Start of RECORDS

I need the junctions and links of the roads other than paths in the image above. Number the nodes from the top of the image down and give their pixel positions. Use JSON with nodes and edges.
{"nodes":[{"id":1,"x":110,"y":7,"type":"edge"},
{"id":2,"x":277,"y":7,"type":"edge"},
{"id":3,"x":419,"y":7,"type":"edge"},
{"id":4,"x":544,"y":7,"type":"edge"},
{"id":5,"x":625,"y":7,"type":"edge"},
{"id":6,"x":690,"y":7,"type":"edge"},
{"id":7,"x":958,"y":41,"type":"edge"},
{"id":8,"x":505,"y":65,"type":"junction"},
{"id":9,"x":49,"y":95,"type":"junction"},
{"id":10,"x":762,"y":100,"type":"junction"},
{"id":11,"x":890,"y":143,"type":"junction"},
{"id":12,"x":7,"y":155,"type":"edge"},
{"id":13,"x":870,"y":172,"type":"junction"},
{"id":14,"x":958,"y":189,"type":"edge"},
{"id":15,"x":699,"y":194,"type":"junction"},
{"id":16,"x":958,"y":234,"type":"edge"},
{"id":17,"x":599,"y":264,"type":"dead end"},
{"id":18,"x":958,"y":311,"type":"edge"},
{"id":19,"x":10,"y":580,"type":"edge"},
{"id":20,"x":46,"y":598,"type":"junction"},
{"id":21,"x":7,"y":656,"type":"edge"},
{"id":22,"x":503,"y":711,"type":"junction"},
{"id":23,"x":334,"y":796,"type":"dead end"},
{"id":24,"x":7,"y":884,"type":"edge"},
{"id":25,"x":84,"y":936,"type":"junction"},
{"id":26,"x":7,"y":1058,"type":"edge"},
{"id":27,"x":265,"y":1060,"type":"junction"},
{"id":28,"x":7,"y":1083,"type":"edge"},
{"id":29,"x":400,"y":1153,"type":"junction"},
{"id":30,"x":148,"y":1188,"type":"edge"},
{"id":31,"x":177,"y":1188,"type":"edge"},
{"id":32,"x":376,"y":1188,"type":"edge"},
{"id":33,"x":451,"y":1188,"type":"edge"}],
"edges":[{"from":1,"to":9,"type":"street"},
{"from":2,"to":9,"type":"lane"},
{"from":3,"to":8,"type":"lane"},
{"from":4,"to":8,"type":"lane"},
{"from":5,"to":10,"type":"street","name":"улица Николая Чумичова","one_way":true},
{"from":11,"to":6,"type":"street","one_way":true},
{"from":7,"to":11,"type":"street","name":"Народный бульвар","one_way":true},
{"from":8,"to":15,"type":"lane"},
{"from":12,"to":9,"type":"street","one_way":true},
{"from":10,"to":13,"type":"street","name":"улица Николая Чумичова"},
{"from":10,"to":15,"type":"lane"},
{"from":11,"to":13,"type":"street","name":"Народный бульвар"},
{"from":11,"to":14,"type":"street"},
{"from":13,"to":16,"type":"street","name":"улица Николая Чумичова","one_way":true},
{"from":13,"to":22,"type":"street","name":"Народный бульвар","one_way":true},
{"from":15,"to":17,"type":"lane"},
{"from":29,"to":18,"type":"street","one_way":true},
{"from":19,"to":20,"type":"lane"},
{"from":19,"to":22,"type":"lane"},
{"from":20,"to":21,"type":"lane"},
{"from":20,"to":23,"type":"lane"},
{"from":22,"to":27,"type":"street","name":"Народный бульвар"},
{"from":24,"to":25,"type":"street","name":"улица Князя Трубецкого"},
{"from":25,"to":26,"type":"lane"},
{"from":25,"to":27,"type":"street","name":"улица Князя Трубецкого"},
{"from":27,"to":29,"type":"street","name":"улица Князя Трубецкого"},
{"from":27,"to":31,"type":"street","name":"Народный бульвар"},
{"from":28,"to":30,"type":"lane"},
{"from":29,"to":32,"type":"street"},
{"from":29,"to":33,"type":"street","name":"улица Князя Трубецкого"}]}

End of RECORDS

A single number is the answer: the count of lines in the material above that contain "name".

12